**Prompt:**
Each line of the records that includes "list" should be found and copied.

**Records for the exercise:**
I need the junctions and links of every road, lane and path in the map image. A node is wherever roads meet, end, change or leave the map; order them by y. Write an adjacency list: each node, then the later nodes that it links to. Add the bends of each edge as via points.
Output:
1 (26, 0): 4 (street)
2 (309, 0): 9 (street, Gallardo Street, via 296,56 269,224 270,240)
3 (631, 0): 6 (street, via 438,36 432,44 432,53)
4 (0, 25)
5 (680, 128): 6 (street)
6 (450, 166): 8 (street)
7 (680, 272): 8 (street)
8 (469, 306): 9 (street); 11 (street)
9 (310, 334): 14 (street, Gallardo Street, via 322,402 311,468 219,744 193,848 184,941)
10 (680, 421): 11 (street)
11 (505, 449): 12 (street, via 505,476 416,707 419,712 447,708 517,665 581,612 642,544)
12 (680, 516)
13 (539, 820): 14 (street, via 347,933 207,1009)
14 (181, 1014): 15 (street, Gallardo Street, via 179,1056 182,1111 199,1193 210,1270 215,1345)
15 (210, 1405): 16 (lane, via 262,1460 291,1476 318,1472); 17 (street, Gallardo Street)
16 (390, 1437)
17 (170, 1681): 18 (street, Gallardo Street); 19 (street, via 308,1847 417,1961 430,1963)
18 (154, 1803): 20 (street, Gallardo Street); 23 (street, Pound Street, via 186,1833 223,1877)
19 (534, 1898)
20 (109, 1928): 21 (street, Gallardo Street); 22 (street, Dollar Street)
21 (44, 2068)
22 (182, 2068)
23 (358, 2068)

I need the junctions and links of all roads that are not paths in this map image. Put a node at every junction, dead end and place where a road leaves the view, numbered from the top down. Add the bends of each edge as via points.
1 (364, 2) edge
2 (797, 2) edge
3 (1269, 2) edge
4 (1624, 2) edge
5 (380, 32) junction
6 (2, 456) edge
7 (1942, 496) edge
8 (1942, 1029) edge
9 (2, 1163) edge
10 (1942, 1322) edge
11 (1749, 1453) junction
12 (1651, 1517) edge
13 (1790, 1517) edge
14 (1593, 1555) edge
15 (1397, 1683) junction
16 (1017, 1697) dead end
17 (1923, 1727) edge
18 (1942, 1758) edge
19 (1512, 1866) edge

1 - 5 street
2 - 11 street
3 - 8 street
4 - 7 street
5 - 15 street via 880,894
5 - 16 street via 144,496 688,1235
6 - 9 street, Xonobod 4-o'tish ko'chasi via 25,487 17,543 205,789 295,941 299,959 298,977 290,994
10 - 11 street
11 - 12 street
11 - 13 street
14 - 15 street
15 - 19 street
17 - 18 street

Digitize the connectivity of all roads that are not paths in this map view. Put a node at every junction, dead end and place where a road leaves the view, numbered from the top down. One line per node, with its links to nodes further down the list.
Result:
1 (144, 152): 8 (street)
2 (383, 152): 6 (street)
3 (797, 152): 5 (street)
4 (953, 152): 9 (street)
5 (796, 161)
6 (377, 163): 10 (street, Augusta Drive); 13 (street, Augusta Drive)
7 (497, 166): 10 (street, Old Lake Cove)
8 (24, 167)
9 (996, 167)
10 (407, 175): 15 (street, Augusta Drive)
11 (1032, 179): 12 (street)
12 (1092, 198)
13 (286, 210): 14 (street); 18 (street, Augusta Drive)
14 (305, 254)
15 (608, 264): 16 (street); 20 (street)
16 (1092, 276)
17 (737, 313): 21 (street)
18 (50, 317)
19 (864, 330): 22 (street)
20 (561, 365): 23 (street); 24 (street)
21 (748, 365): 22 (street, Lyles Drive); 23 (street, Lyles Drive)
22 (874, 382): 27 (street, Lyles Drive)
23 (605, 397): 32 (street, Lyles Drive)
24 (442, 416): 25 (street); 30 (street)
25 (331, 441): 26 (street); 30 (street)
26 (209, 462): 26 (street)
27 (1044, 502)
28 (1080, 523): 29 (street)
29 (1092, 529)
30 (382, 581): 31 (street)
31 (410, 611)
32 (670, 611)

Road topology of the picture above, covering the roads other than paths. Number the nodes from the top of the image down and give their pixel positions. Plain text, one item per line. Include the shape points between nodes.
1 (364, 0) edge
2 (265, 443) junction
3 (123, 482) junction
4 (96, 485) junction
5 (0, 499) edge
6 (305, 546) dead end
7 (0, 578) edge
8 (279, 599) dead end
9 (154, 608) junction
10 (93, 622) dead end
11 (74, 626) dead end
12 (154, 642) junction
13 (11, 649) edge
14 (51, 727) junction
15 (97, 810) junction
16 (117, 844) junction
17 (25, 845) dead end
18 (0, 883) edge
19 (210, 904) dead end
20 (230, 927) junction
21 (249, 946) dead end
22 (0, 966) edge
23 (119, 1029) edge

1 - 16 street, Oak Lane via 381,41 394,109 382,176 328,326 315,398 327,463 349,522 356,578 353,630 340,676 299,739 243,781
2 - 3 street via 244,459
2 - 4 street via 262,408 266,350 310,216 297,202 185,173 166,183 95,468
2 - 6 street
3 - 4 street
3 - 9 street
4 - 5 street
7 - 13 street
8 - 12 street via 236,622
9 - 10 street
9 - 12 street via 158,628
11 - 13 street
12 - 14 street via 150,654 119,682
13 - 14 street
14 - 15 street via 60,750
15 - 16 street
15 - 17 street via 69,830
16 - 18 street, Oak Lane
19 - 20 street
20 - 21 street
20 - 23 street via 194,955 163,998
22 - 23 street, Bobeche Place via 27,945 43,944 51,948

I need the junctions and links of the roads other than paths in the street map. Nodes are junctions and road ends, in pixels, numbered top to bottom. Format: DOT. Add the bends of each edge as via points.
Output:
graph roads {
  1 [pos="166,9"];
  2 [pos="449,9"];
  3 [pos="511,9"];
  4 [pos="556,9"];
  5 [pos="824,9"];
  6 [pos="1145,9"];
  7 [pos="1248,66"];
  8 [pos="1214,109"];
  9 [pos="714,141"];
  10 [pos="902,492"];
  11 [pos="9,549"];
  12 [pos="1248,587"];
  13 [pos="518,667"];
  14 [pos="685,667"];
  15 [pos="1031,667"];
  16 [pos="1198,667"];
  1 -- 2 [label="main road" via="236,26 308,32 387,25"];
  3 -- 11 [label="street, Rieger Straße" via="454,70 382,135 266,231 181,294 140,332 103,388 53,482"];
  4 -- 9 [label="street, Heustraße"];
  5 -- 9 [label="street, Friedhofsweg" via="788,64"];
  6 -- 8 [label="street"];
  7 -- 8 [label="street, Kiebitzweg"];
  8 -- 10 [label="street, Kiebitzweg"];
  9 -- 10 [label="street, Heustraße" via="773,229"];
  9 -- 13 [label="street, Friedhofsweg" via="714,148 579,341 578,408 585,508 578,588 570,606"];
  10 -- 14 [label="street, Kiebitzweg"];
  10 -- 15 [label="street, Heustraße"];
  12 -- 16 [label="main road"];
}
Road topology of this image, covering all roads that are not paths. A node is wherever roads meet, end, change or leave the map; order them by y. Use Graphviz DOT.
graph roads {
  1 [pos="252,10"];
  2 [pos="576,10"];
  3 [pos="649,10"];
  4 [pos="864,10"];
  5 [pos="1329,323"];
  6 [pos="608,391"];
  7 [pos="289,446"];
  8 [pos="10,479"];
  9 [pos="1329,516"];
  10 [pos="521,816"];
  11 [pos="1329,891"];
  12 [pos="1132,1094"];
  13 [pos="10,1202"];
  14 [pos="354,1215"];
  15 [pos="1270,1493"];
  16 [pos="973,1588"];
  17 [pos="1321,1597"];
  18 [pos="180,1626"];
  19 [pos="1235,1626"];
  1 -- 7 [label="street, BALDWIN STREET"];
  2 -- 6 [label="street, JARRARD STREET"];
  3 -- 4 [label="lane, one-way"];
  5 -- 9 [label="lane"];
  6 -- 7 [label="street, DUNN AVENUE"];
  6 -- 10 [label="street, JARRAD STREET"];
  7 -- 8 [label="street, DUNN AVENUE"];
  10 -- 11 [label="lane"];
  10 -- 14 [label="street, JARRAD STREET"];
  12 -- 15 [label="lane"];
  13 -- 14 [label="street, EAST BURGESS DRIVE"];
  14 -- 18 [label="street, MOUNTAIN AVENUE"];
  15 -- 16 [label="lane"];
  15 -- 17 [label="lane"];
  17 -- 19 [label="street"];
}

**The answer:**
I need the junctions and links of every road, lane and path in the map image. A node is wherever roads meet, end, change or leave the map; order them by y. Write an adjacency list: each node, then the later nodes that it links to. Add the bends of each edge as via points.
Digitize the connectivity of all roads that are not paths in this map view. Put a node at every junction, dead end and place where a road leaves the view, numbered from the top down. One line per node, with its links to nodes further down the list.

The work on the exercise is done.